Прошло всего чуть более недели, как государь император вручил Чернышеву полковничьи знаки, и ему самому доставляло скрытое удовольствие нет-нет да скашивать взгляд на новенькие эполеты. Густо свисала с плеч и тонко позванивала золотая канитель эполетов, когда он делал поворот головой или чуть склонялся в поклоне. Но теперь здесь, в продутой насквозь снеговой пустыне зимнего Балтийского моря было не до любования собою. Да, чуть более недели назад прибыл Чернышев из Парижа в Петербург, проскакав, почитай, через всю Европу, и снова оказался в дороге. Теперь — назад, во Францию, только кружным путем, через самую северную страну, Швецию.
В Санкт-Петербурге, как только объявился в Зимнем дворце, тотчас почувствовал на себе колкие взгляды придворных и уловил растерянный, а то и вовсе возмущенный ропот: опять Бонапарт обставил нашего Александра! Мало того, что-де отверг намерение России предложить шведскому королю в качестве наследного принца Георга Ольденбургского, так — нате вам! — нагло посадил на трон своего маршала, к тому же родственника!
Так под гул недовольных и перепуганных и вступил прискакавший прямо из Франции гонец в царский кабинет и в глазах самого государя прочел ту же самую тревогу.
А как было не проявляться беспокойству, ежели страх будущей войны может теперь оказаться у самого российского порога? Вот она, считай, за летними петербургскими дачами — Финляндия, а за нею — и давний недруг Швеция. Приструнили мы ее в прошлом и позапрошлом году, лишили, можно сказать, половины ее владений. Законно полагали: мирный договор заключен, отныне грозная соседка долго будет зализывать свою обиду, а нам теперь она не опасна. Только рано, видать, успокоились: вместо смирившегося со своею участью престарелого короля, по сути дела, оказался на шведском троне волк в овечьей шкуре — сподвижник и родственник Бонапарта, его боевой маршал Бернадот! Ну как тут, в самом деле, не забеспокоиться? Коль грянет с Бонапартом война, не токмо с польских и прусских границ объявится враг, но вот он, как снег на голову, свалится на нашу столицу — Петербург.

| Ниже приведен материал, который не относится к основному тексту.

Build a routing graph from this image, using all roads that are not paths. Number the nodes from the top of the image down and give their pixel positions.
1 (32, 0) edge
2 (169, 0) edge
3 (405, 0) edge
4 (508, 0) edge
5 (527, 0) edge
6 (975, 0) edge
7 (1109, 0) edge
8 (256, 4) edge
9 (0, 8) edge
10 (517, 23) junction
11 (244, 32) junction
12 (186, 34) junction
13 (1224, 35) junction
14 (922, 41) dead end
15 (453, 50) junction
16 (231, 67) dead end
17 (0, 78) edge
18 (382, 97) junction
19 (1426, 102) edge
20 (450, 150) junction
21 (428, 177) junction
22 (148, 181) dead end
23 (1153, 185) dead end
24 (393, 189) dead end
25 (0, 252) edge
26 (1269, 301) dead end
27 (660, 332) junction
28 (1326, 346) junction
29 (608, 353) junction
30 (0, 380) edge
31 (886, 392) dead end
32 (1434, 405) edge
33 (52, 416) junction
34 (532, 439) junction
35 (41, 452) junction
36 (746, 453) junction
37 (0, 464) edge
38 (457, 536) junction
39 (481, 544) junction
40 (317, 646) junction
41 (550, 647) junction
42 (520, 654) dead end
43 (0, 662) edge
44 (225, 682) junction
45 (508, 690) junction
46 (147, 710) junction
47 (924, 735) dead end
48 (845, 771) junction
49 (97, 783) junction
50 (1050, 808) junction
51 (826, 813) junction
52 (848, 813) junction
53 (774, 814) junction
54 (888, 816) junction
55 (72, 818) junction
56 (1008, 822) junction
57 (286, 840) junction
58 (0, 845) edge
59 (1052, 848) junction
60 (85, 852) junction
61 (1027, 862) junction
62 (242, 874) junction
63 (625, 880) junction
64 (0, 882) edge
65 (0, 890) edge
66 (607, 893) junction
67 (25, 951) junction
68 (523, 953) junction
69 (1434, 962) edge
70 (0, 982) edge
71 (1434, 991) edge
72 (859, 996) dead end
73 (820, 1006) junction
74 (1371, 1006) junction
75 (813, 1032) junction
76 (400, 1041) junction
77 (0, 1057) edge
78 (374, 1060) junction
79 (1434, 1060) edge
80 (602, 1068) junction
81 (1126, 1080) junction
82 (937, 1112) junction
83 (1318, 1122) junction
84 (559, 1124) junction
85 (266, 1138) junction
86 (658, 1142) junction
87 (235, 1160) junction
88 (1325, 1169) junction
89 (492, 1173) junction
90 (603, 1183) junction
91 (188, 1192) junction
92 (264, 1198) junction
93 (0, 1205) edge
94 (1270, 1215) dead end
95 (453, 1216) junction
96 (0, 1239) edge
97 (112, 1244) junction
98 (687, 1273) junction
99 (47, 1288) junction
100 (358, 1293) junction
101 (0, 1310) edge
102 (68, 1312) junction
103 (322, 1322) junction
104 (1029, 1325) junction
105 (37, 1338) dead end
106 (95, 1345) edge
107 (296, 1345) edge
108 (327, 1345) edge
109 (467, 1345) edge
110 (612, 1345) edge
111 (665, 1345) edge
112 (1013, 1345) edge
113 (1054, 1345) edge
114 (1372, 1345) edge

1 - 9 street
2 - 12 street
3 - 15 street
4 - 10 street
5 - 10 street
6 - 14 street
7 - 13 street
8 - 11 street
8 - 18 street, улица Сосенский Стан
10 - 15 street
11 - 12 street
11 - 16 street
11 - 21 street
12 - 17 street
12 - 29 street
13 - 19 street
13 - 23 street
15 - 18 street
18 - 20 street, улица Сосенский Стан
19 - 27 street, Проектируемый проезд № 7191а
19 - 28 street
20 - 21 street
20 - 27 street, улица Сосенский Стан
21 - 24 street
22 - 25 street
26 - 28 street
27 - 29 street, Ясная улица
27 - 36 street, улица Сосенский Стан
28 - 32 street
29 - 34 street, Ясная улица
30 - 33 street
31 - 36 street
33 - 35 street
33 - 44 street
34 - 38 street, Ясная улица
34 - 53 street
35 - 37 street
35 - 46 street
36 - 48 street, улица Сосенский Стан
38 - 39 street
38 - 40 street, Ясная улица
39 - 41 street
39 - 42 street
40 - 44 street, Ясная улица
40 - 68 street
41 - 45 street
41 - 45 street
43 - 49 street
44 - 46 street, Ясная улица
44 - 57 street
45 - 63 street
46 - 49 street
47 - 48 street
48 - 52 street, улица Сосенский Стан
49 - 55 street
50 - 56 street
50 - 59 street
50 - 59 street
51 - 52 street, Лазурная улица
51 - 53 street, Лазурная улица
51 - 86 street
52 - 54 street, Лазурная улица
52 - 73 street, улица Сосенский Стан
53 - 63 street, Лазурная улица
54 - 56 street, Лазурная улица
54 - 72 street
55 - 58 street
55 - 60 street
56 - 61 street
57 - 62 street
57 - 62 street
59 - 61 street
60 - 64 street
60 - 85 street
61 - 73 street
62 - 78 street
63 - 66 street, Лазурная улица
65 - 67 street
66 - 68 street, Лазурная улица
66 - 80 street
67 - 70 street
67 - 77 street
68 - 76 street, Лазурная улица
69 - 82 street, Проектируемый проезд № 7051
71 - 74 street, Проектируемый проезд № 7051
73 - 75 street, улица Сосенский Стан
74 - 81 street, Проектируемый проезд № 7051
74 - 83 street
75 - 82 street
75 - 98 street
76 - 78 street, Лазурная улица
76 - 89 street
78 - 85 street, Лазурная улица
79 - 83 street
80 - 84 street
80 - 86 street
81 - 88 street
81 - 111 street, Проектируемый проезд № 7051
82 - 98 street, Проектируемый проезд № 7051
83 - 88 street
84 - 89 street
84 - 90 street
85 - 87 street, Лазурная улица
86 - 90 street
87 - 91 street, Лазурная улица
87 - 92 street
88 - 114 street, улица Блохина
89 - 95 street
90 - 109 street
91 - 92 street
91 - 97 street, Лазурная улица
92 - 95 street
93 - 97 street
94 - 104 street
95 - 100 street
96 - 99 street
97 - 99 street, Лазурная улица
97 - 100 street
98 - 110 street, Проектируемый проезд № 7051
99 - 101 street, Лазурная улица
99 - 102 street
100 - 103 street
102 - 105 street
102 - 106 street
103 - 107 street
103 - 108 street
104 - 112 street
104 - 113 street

Из Парижа Чернышев доносил императору и канцлеру Румянцеву: маршал Бернадот чрезвычайно хорошо расположен к России и постоянно отзывается о ней очень похвально. А главное, заверял военный атташе, — избрание Бернадота наследным принцем — не каверза Наполеона, а скорее неприятная неожиданность для него самого. И то — не догадки и предположения, а сведения проверенные и из первых рук.
Когда в конце лета до Парижа дошло решение шведского риксдага, Наполеон пригласил к себе Чернышева.